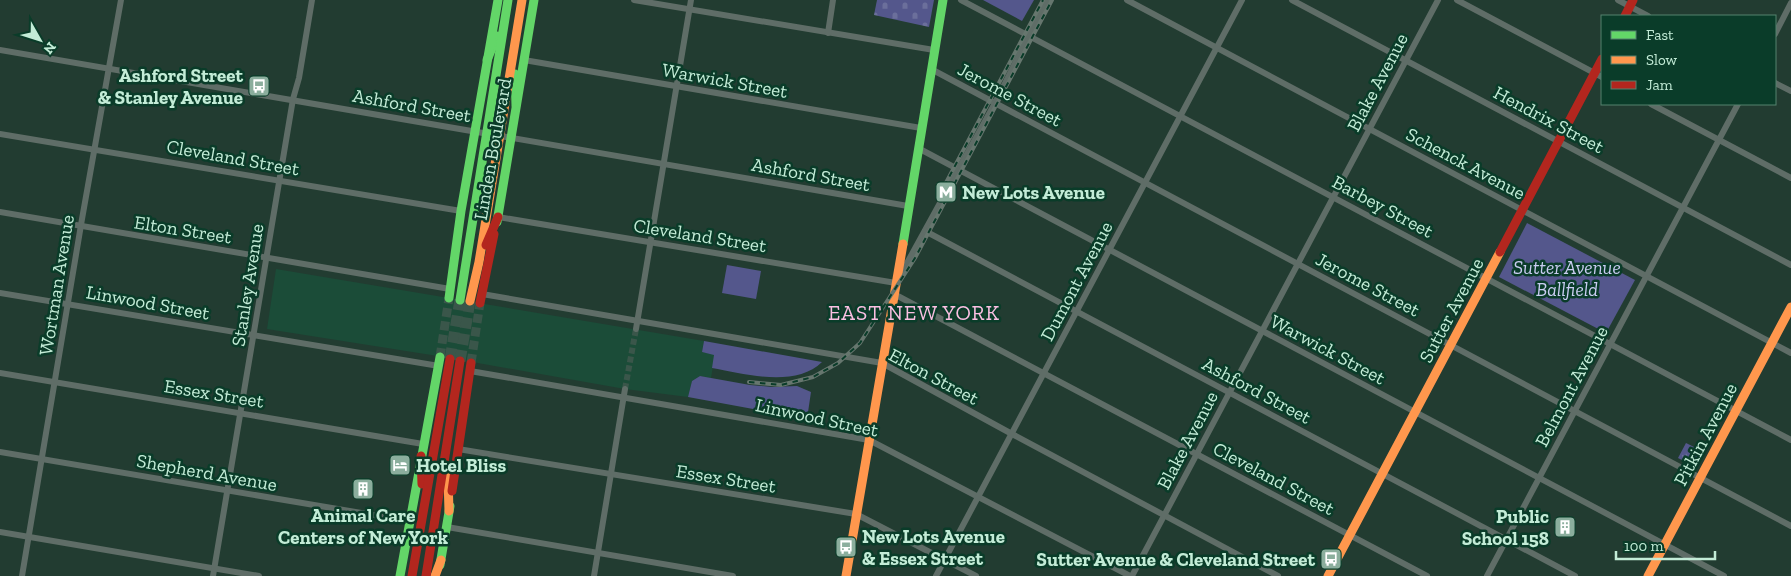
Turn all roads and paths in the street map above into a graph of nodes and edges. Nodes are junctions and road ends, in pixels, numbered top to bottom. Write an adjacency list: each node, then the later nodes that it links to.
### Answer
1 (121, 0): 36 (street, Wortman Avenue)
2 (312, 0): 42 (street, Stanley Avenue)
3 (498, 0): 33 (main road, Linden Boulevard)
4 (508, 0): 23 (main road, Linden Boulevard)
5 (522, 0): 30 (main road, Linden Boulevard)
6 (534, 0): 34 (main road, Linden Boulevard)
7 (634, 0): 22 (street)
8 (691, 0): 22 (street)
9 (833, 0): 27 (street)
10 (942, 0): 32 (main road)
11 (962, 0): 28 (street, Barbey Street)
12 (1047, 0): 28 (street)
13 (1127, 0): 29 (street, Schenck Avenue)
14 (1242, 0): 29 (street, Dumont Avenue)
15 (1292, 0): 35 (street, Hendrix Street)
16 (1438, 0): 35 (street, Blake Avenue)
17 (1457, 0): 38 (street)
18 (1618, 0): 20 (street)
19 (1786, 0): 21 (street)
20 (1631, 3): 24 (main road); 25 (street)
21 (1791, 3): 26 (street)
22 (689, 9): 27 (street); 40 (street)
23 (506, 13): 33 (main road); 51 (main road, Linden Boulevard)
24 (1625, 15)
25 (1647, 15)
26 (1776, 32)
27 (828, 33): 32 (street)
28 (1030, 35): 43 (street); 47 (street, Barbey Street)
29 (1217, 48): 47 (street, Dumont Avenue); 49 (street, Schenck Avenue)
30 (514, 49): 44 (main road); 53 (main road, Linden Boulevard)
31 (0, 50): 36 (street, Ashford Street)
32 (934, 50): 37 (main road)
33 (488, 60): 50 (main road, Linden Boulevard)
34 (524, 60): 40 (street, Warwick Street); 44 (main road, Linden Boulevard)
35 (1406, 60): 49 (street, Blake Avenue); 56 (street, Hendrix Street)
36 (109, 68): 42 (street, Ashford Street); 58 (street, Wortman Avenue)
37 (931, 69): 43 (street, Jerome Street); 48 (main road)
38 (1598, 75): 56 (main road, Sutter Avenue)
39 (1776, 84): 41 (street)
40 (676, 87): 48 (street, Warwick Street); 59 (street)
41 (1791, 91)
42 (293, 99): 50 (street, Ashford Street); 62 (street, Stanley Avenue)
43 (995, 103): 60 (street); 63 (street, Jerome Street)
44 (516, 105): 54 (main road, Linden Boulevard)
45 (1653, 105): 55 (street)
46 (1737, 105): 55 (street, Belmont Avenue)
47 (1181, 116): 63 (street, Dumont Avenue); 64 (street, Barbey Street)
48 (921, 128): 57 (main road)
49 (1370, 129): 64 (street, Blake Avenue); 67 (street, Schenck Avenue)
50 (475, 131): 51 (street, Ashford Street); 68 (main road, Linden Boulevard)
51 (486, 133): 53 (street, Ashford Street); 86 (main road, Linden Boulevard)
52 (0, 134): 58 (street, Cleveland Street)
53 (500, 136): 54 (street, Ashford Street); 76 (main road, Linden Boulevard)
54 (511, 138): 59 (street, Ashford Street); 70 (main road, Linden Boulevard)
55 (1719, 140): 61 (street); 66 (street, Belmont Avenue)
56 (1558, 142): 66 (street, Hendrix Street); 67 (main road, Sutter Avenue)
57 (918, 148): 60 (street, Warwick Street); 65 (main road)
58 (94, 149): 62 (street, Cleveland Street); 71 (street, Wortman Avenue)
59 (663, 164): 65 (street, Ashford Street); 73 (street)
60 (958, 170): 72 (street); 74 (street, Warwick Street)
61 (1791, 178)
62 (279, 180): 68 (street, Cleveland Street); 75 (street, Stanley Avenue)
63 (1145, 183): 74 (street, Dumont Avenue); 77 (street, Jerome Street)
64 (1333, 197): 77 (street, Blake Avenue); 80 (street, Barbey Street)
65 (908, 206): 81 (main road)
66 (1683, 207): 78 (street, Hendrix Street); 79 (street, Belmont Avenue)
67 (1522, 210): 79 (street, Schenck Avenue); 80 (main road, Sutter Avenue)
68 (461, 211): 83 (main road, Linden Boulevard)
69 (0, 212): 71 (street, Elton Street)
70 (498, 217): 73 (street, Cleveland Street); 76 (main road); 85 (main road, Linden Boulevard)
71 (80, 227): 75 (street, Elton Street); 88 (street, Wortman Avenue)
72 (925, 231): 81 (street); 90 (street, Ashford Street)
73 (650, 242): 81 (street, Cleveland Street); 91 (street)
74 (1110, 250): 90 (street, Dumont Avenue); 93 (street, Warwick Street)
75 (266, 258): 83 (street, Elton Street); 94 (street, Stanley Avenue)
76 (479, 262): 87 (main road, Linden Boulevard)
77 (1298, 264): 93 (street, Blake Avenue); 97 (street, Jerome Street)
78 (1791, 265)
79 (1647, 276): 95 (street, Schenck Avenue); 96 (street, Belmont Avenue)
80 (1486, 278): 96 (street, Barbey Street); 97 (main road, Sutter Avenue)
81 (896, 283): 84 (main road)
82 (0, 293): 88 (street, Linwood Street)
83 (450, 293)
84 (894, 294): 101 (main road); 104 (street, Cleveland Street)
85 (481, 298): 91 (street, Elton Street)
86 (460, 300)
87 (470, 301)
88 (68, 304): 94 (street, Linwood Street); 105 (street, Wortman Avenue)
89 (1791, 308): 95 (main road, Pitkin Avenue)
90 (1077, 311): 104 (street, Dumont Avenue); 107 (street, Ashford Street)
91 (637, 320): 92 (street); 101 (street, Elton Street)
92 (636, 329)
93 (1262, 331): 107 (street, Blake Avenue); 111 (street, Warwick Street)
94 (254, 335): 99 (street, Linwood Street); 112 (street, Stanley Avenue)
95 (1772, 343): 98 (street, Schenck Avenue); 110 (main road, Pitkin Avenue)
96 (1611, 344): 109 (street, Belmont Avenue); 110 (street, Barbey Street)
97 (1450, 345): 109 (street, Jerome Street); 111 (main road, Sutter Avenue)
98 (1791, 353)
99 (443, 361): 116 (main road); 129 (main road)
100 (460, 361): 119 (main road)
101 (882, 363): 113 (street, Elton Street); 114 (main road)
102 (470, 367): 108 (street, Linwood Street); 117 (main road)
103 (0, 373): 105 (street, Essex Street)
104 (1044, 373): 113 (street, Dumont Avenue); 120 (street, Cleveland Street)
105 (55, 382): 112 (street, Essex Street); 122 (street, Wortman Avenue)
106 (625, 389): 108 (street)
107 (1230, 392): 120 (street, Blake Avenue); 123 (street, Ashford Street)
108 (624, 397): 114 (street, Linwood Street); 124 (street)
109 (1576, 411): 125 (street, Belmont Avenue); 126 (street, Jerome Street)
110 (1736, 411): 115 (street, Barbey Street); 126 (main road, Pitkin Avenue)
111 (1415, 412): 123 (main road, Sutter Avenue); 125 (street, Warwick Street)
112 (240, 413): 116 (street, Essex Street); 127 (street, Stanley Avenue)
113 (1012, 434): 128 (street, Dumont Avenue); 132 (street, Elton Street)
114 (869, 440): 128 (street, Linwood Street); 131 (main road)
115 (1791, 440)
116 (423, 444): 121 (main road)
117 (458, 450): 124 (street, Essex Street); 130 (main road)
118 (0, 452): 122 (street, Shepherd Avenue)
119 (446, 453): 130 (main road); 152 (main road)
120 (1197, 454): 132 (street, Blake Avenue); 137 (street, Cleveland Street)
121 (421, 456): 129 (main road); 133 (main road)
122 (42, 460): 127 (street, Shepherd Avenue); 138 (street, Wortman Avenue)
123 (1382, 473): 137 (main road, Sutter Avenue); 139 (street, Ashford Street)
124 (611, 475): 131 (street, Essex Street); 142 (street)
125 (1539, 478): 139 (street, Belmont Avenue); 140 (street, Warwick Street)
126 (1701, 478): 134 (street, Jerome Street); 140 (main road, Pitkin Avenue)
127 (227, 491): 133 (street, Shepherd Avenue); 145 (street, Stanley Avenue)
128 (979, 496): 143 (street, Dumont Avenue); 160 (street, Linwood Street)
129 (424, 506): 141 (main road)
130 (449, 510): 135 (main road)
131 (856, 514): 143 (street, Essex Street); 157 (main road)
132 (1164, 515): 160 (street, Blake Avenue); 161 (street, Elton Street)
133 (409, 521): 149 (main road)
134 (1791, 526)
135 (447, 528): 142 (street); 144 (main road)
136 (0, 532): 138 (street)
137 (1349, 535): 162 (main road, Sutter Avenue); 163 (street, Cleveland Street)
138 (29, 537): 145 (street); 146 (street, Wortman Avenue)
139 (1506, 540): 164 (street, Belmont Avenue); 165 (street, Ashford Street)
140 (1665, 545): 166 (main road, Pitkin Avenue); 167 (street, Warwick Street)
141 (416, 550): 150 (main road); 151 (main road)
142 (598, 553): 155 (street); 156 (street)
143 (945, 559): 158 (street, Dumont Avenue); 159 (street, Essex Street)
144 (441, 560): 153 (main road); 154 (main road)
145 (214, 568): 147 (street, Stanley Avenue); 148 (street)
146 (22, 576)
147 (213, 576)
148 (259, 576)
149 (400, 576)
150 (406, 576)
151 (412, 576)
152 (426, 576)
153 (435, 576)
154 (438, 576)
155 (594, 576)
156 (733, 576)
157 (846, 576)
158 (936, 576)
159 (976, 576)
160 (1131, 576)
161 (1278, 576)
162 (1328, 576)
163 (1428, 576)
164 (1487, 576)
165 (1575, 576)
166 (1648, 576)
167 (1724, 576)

•••••

- [YOUR TASK] Check each line of the data above for the string "Stanley", and copy the ones that have it.

- [COMPLETED TASK]
2 (312, 0): 42 (street, Stanley Avenue)
42 (293, 99): 50 (street, Ashford Street); 62 (street, Stanley Avenue)
62 (279, 180): 68 (street, Cleveland Street); 75 (street, Stanley Avenue)
75 (266, 258): 83 (street, Elton Street); 94 (street, Stanley Avenue)
94 (254, 335): 99 (street, Linwood Street); 112 (street, Stanley Avenue)
112 (240, 413): 116 (street, Essex Street); 127 (street, Stanley Avenue)
127 (227, 491): 133 (street, Shepherd Avenue); 145 (street, Stanley Avenue)
145 (214, 568): 147 (street, Stanley Avenue); 148 (street)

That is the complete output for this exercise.